The first program in which I had any success was jogging with a friend, which I stuck to because you can talk while you’re doing it. Since we started when our kids were little and we were early in our careers, we had a lot to talk about: parenting worries, marriage worries, work worries, and the kids! The talk was so helpful—life-saving, really—it stopped being incidental to the jogging and became its purpose.
But there was a major drawback: I was completely dependent on my friend’s availability. If her schedule changed, and she couldn’t make it, I didn’t jog. With no intimate conversation to distract me, with no one to keep up the pace, I slowed, until I was strolling. I needed a different kind of distraction from exercising, I realized—one I could enjoy alone.
This is when the solution came to me. When we first moved into our apartment, my husband turned a large closet into a darkroom with equipment he’d gotten for free but never used. One night, he came home to find a treadmill in its place. The smallest one barely fit, which can be dangerous if you lose your footing and are going fast. But I had no intention of going fast. My plan was to watch movies on a small TV hung on the wall in front and to walk at the fastest speed that wouldn’t disrupt my absorption in the film.

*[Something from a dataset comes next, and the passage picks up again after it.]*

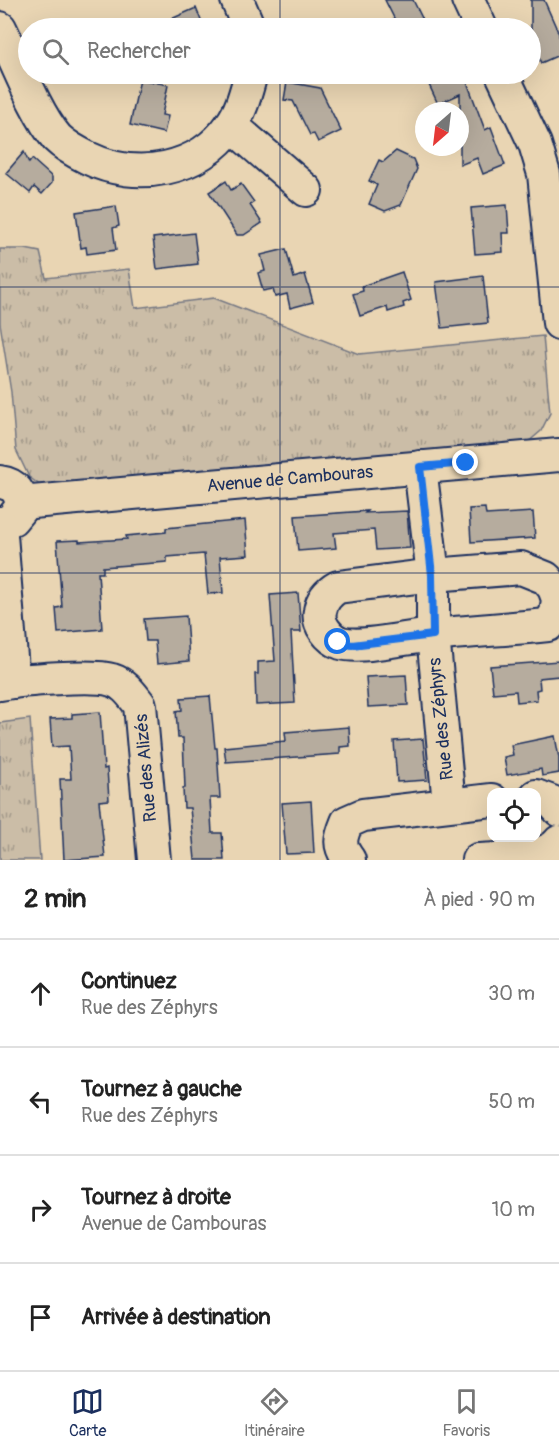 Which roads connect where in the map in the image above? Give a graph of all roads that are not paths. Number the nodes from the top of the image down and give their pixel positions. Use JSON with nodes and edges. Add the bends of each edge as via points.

It worked like a dream. A treadmill moves you; you don’t move it. In the dark, with earphones on, immersed in a film or TV series, I’m completely unaware of exercising. If I’m hooked on a series, I can’t wait to get on the treadmill each day. With streaming, I’m almost tempted to binge-watch. Sometimes my husband does, and I have to pull him off.
The Benefits
Over the years, I’ve stepped up the pace as my body has adjusted. By increasing the speed or angle of the incline so slowly that I barely notice it, I’ve become a naturally fast walker, without trying. I pass everyone on the street. I run for the subway or up the stairs when I hear a train coming. I walk up the escalator. I often take the stairs, because I can’t be bothered to wait for the elevator. Me!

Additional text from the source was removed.